■ **ASSIGNED TASK**
Could you write out each entry exactly as it reads?

■ **DATA SHOWN**
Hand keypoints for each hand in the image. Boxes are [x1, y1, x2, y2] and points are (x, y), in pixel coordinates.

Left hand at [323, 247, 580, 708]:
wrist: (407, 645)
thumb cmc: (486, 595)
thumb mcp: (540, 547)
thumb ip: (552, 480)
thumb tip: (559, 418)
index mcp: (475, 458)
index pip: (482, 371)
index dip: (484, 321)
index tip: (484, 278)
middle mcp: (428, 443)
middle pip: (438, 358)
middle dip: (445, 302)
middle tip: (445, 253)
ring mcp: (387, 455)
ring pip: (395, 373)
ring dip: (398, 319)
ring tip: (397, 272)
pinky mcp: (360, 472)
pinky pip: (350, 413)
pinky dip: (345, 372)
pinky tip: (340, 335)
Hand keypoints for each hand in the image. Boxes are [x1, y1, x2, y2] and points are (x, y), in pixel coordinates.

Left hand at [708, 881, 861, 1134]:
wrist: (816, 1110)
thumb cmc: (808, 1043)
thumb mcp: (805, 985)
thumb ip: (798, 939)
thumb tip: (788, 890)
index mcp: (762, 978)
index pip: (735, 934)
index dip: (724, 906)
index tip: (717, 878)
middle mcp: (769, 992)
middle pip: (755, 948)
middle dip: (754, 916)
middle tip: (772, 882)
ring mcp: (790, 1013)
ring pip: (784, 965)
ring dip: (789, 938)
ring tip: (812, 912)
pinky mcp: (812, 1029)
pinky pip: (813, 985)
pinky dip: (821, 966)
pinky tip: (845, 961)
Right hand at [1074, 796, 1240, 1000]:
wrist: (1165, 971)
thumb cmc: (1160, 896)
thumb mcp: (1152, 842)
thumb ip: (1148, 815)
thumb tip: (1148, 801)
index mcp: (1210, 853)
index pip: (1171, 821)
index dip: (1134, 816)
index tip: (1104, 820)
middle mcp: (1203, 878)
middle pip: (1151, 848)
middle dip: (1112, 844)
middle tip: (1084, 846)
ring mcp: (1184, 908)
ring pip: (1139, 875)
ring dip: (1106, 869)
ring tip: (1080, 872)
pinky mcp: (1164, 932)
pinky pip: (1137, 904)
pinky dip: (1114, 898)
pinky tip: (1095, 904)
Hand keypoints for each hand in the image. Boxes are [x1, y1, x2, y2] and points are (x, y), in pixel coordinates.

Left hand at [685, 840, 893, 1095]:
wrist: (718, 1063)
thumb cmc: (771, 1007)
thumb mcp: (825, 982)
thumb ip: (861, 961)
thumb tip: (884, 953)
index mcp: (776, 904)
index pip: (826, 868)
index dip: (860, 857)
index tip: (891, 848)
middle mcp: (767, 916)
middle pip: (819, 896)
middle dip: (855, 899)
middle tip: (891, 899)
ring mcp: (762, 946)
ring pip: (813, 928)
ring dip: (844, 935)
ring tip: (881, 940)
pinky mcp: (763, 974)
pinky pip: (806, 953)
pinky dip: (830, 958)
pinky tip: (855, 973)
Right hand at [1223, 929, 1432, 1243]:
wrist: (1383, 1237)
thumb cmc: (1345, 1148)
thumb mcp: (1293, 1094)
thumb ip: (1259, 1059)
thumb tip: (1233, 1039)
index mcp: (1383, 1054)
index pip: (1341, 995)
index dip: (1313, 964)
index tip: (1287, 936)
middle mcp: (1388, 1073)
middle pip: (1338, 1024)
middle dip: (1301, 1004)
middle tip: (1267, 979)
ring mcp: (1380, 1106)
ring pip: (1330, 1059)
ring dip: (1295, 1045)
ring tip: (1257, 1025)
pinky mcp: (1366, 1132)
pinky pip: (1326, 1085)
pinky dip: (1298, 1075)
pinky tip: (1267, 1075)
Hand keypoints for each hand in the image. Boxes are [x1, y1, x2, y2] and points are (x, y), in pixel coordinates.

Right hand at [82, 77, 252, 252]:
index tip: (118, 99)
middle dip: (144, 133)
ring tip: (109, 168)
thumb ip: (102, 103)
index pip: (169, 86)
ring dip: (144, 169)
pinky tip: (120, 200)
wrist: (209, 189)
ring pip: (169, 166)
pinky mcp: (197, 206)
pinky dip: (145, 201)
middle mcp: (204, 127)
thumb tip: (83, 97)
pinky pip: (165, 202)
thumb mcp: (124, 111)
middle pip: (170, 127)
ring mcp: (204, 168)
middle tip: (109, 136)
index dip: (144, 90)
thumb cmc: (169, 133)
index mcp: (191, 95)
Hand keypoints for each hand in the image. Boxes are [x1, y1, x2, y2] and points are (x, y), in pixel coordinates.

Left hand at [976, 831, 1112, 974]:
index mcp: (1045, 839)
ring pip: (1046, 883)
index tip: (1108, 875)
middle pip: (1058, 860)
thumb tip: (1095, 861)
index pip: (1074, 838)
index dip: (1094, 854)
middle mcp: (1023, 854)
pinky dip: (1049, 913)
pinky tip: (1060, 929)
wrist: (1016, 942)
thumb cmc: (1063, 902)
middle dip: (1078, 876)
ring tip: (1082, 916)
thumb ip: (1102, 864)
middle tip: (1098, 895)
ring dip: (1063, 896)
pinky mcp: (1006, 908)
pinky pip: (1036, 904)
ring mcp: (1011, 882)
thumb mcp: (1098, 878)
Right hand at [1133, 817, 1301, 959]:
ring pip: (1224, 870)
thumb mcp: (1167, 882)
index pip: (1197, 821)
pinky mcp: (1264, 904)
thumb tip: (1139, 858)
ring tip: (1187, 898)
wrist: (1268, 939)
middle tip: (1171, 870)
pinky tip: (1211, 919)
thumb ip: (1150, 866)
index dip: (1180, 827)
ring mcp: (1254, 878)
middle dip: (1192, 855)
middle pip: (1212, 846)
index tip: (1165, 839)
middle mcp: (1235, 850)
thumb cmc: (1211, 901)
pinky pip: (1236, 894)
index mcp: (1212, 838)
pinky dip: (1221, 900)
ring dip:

■ **THE ANSWER**
Hand keypoints for each hand in the image. Boxes are [x1, y1, x2, y2] and points are (x, y), in pixel coordinates.

Left hand at [323, 247, 580, 708]:
wrist: (407, 645)
thumb cmc: (486, 595)
thumb mcp: (540, 547)
thumb ip: (552, 480)
thumb tip: (559, 418)
index mcp: (475, 458)
index pip: (482, 371)
index dip: (484, 321)
index tip: (484, 278)
middle mcp: (428, 443)
middle pip: (438, 358)
middle dip: (445, 302)
middle tip: (445, 253)
ring mcp: (387, 455)
ring pip: (395, 373)
ring dip: (398, 319)
ring tip: (397, 272)
pinky mcp: (360, 472)
pinky pip: (350, 413)
pinky dip: (345, 372)
pinky tip: (340, 335)
Hand keypoints for each hand in the image. Boxes are [x1, y1, x2, y2] and points are (x, y), in pixel coordinates.

Left hand at [708, 881, 861, 1134]:
wrist: (816, 1110)
thumb cmc: (808, 1043)
thumb mcp: (805, 985)
thumb ip: (798, 939)
thumb tip: (788, 890)
index mcp: (762, 978)
index pip: (735, 934)
index dip: (724, 906)
index tip: (717, 878)
middle mcp: (769, 992)
middle pip: (755, 948)
middle dip: (754, 916)
middle tip: (772, 882)
ring mcp: (790, 1013)
ring pip: (784, 965)
ring dip: (789, 938)
ring tip: (812, 912)
pinky mcp: (812, 1029)
pinky pip: (813, 985)
pinky dip: (821, 966)
pinky tip: (845, 961)
Right hand at [1074, 796, 1240, 1000]:
wrist: (1165, 971)
thumb cmc: (1160, 896)
thumb mcp: (1152, 842)
thumb ip: (1148, 815)
thumb tip: (1148, 801)
index mcp: (1210, 853)
index pip: (1171, 821)
index dip: (1134, 816)
index tip: (1104, 820)
middle mcp: (1203, 878)
middle pip: (1151, 848)
middle dip: (1112, 844)
middle tip: (1084, 846)
ring mcp: (1184, 908)
ring pip: (1139, 875)
ring dip: (1106, 869)
ring tip: (1080, 872)
pinky mcp: (1164, 932)
pinky pip: (1137, 904)
pinky dip: (1114, 898)
pinky tip: (1095, 904)
Hand keypoints for each hand in the image. Boxes are [x1, y1, x2, y2] and points are (x, y), in pixel coordinates.

Left hand at [685, 840, 893, 1095]:
wrist: (718, 1063)
thumb cmc: (771, 1007)
thumb mcp: (825, 982)
thumb ip: (861, 961)
thumb tip: (884, 953)
index mcp: (776, 904)
index pip: (826, 868)
index dip: (860, 857)
index tip: (891, 848)
middle mcp: (767, 916)
middle pip: (819, 896)
middle dip: (855, 899)
middle tip: (891, 899)
ring mcp: (762, 946)
ring pip: (813, 928)
ring dip: (844, 935)
ring tip: (881, 940)
pinky mcp: (763, 974)
pinky pip: (806, 953)
pinky dip: (830, 958)
pinky tip: (855, 973)
Right hand at [1223, 929, 1432, 1243]:
wrist: (1383, 1237)
thumb cmc: (1345, 1148)
thumb mcp: (1293, 1094)
thumb ip: (1259, 1059)
thumb tip: (1233, 1039)
index mcp: (1383, 1054)
index pip: (1341, 995)
index dip: (1313, 964)
index tip: (1287, 936)
middle mcp: (1388, 1073)
middle pip: (1338, 1024)
middle dip: (1301, 1004)
middle tip: (1267, 979)
ring mcp: (1380, 1106)
ring pip: (1330, 1059)
ring dip: (1295, 1045)
ring tip: (1257, 1025)
pinky mcp: (1366, 1132)
pinky pip: (1326, 1085)
pinky dip: (1298, 1075)
pinky tip: (1267, 1075)
Hand keypoints for each hand in the image. Boxes are [x1, y1, x2, y2] and points are (x, y), in pixel coordinates.

Right hand at [82, 77, 252, 252]:
index tip: (118, 99)
middle dip: (144, 133)
ring tip: (109, 168)
thumb ip: (102, 103)
index pip: (169, 86)
ring dip: (144, 169)
pinky tip: (120, 200)
wrist: (209, 189)
ring pip: (169, 166)
pinky mcp: (197, 206)
pinky dip: (145, 201)
middle mcp: (204, 127)
thumb tip: (83, 97)
pinky pip: (165, 202)
thumb mcp: (124, 111)
middle pip: (170, 127)
ring mcp: (204, 168)
middle tip: (109, 136)
index dip: (144, 90)
thumb cmc: (169, 133)
index mcp: (191, 95)
Hand keypoints for each hand in the image. Boxes are [x1, y1, x2, y2] and points are (x, y), in pixel coordinates.

Left hand at [976, 831, 1112, 974]:
index mcp: (1045, 839)
ring pip: (1046, 883)
index tip: (1108, 875)
middle pip: (1058, 860)
thumb tip: (1095, 861)
index pip: (1074, 838)
index dip: (1094, 854)
middle mcp: (1023, 854)
pinky dip: (1049, 913)
pinky tip: (1060, 929)
wrist: (1016, 942)
thumb cmc: (1063, 902)
middle dip: (1078, 876)
ring tip: (1082, 916)
thumb ip: (1102, 864)
middle tip: (1098, 895)
ring dip: (1063, 896)
pinky mcp: (1006, 908)
pinky pip: (1036, 904)
ring mcp: (1011, 882)
thumb mcp: (1098, 878)
Right hand at [1133, 817, 1301, 959]:
ring pip: (1224, 870)
thumb mcp: (1167, 882)
index pip: (1197, 821)
pinky mcp: (1264, 904)
thumb tip: (1139, 858)
ring tip: (1187, 898)
wrist: (1268, 939)
middle tip: (1171, 870)
pinky tip: (1211, 919)
thumb ip: (1150, 866)
index dip: (1180, 827)
ring mcp: (1254, 878)
middle dip: (1192, 855)
middle pip: (1212, 846)
index tip: (1165, 839)
middle mcp: (1235, 850)
thumb cmc: (1211, 901)
pinky pip: (1236, 894)
index mcp: (1212, 838)
pinky dip: (1221, 900)
ring dip:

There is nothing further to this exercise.